* Prompt: A verbatim transcript of the data that follows, free of images, is the expected result.

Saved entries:

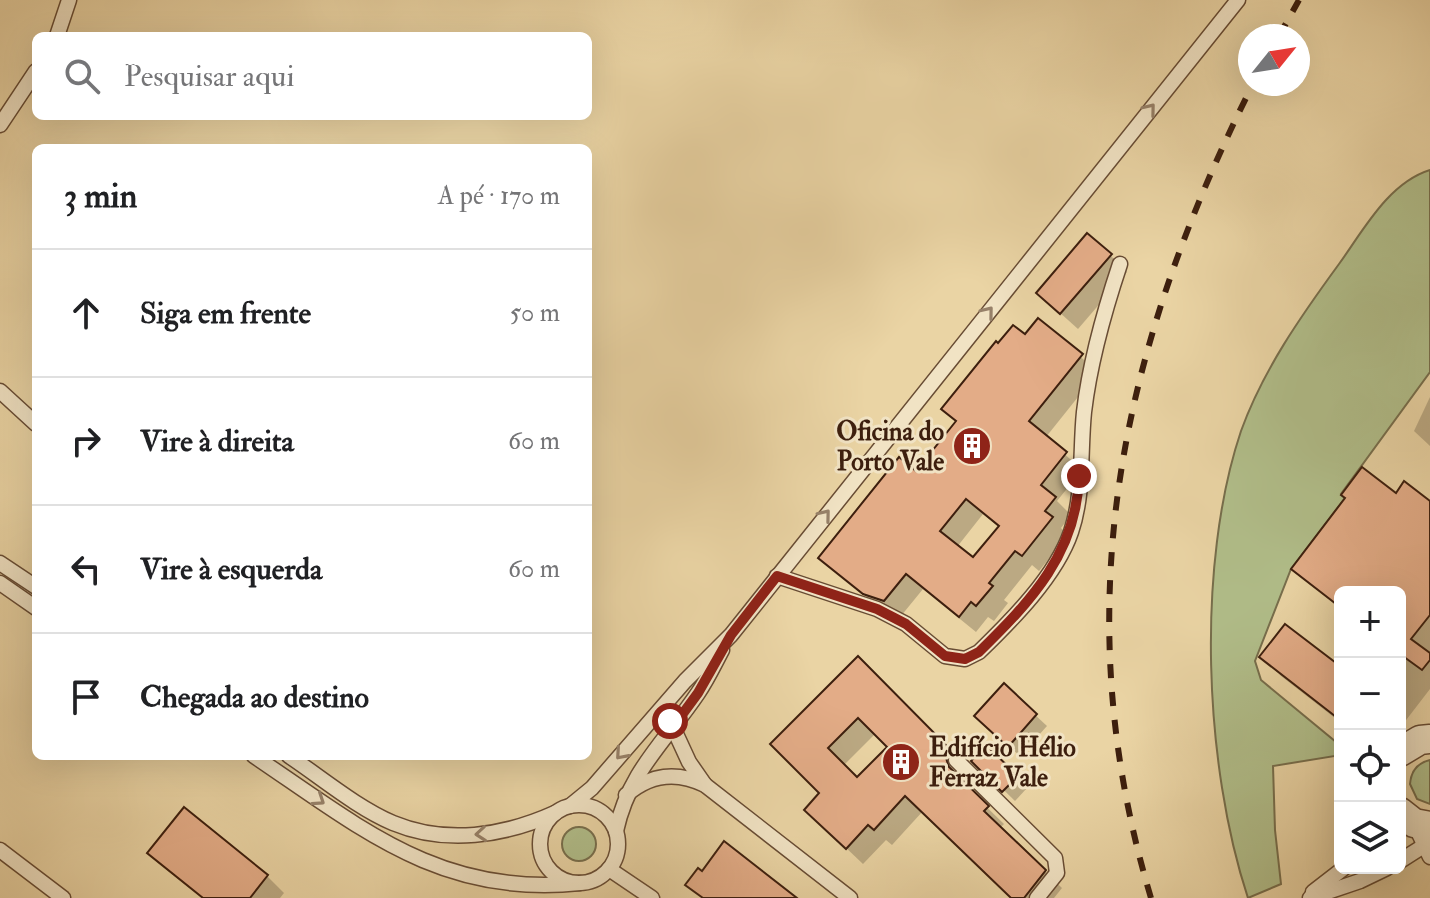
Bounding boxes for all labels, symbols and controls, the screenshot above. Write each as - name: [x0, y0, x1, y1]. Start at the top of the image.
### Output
- north arrow: [1238, 24, 1310, 96]
- search box: [32, 32, 592, 120]
- icon: search: [60, 54, 104, 98]
- text: Pesquisar aqui: [124, 58, 294, 95]
- one-way arrow: [1141, 103, 1155, 118]
- text: 3 min: [64, 175, 137, 218]
- text: A pé · 170 m: [438, 180, 560, 212]
- icon: ahead: [64, 291, 108, 335]
- text: Siga em frente: [140, 295, 311, 332]
- text: 50 m: [510, 297, 560, 329]
- one-way arrow: [978, 307, 993, 321]
- place label: Oficina do Porto Vale: [836, 416, 944, 478]
- icon: right: [64, 419, 108, 463]
- text: Vire à direita: [140, 423, 294, 460]
- text: 60 m: [508, 425, 560, 457]
- building icon: Oficina do Porto Vale: [951, 425, 993, 467]
- route end: [1061, 458, 1097, 494]
- one-way arrow: [816, 509, 830, 524]
- icon: left: [64, 547, 108, 591]
- text: Vire à esquerda: [140, 551, 322, 588]
- text: 60 m: [508, 553, 560, 585]
- map controls: [1334, 586, 1406, 874]
- button: +: [1334, 586, 1406, 658]
- button: −: [1334, 658, 1406, 730]
- icon: arrive: [64, 675, 108, 719]
- text: Chegada ao destino: [140, 679, 369, 716]
- route start: [652, 703, 688, 739]
- button: locate: [1334, 730, 1406, 802]
- place label: Edifício Hélio Ferraz Vale: [929, 732, 1076, 794]
- building icon: Edifício Hélio Ferraz Vale: [880, 741, 922, 783]
- one-way arrow: [616, 745, 631, 759]
- one-way arrow: [310, 790, 324, 805]
- button: layers: [1334, 802, 1406, 874]
- one-way arrow: [474, 825, 487, 842]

* The answer:
Bounding boxes for all labels, symbols and controls, the screenshot above. Write each as - name: [x0, y0, x1, y1]. Start at the top of the image.
### Output
- north arrow: [1238, 24, 1310, 96]
- search box: [32, 32, 592, 120]
- icon: search: [60, 54, 104, 98]
- text: Pesquisar aqui: [124, 58, 294, 95]
- one-way arrow: [1141, 103, 1155, 118]
- text: 3 min: [64, 175, 137, 218]
- text: A pé · 170 m: [438, 180, 560, 212]
- icon: ahead: [64, 291, 108, 335]
- text: Siga em frente: [140, 295, 311, 332]
- text: 50 m: [510, 297, 560, 329]
- one-way arrow: [978, 307, 993, 321]
- place label: Oficina do Porto Vale: [836, 416, 944, 478]
- icon: right: [64, 419, 108, 463]
- text: Vire à direita: [140, 423, 294, 460]
- text: 60 m: [508, 425, 560, 457]
- building icon: Oficina do Porto Vale: [951, 425, 993, 467]
- route end: [1061, 458, 1097, 494]
- one-way arrow: [816, 509, 830, 524]
- icon: left: [64, 547, 108, 591]
- text: Vire à esquerda: [140, 551, 322, 588]
- text: 60 m: [508, 553, 560, 585]
- map controls: [1334, 586, 1406, 874]
- button: +: [1334, 586, 1406, 658]
- button: −: [1334, 658, 1406, 730]
- icon: arrive: [64, 675, 108, 719]
- text: Chegada ao destino: [140, 679, 369, 716]
- route start: [652, 703, 688, 739]
- button: locate: [1334, 730, 1406, 802]
- place label: Edifício Hélio Ferraz Vale: [929, 732, 1076, 794]
- building icon: Edifício Hélio Ferraz Vale: [880, 741, 922, 783]
- one-way arrow: [616, 745, 631, 759]
- one-way arrow: [310, 790, 324, 805]
- button: layers: [1334, 802, 1406, 874]
- one-way arrow: [474, 825, 487, 842]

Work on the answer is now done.